[Data entries]
__________

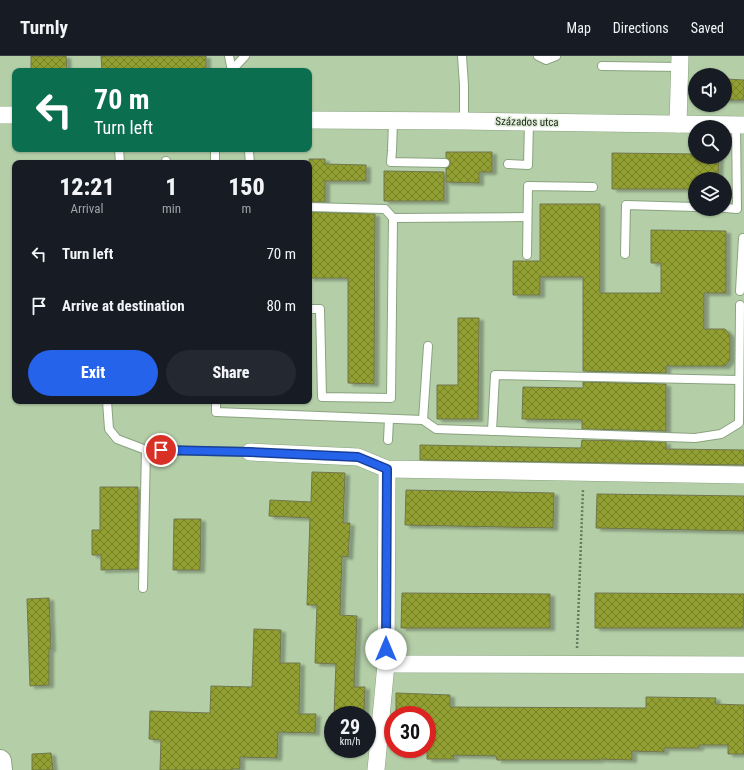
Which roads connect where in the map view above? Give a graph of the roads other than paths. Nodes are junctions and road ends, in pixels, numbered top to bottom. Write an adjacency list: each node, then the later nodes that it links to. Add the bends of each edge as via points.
1 (229, 56): 8 (lane)
2 (245, 56): 9 (lane)
3 (462, 56): 14 (lane)
4 (538, 56): 5 (lane, via 546,60)
5 (556, 56)
6 (680, 61): 7 (lane); 16 (street)
7 (602, 66)
8 (232, 68)
9 (234, 68)
10 (0, 115): 11 (street)
11 (12, 115)
12 (312, 120): 13 (street, Százados utca)
13 (393, 121): 14 (street, Százados utca); 18 (lane, via 391,162)
14 (464, 121): 15 (street, Százados utca)
15 (530, 122): 16 (street, Százados utca); 19 (lane, via 528,165)
16 (678, 124): 17 (street, Százados utca)
17 (740, 125): 23 (lane, via 737,209)
18 (445, 163)
19 (508, 164)
20 (593, 187): 24 (lane, via 528,186)
21 (312, 207): 25 (lane, via 385,209)
22 (688, 208): 27 (lane, via 626,205)
23 (732, 209)
24 (527, 217): 25 (lane); 28 (lane)
25 (393, 218): 32 (lane, via 391,398 322,397 320,309)
26 (743, 238): 29 (lane)
27 (625, 254)
28 (527, 255)
29 (743, 272): 30 (lane)
30 (740, 291)
31 (740, 305): 33 (lane)
32 (312, 309)
33 (742, 335): 35 (lane)
34 (428, 346): 39 (lane)
35 (739, 380): 40 (lane, via 739,422 721,434 695,438); 40 (lane, via 495,375)
36 (107, 404): 42 (lane, via 109,429 117,439)
37 (216, 404): 38 (lane, via 216,412)
38 (389, 419): 39 (lane); 41 (lane)
39 (423, 420): 40 (lane, via 436,429)
40 (492, 431)
41 (388, 440)
42 (146, 450): 43 (lane); 46 (lane)
43 (250, 452): 44 (street, via 358,457)
44 (387, 469): 45 (street); 47 (street)
45 (744, 475)
46 (142, 588)
47 (386, 664): 48 (street); 51 (street)
48 (744, 665)
49 (0, 761): 50 (main road)
50 (1, 770)
51 (376, 770)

__________

# Your task
Answer with nothing but the count of lines in the entries that hold the word "road".

# Solution to the problem
2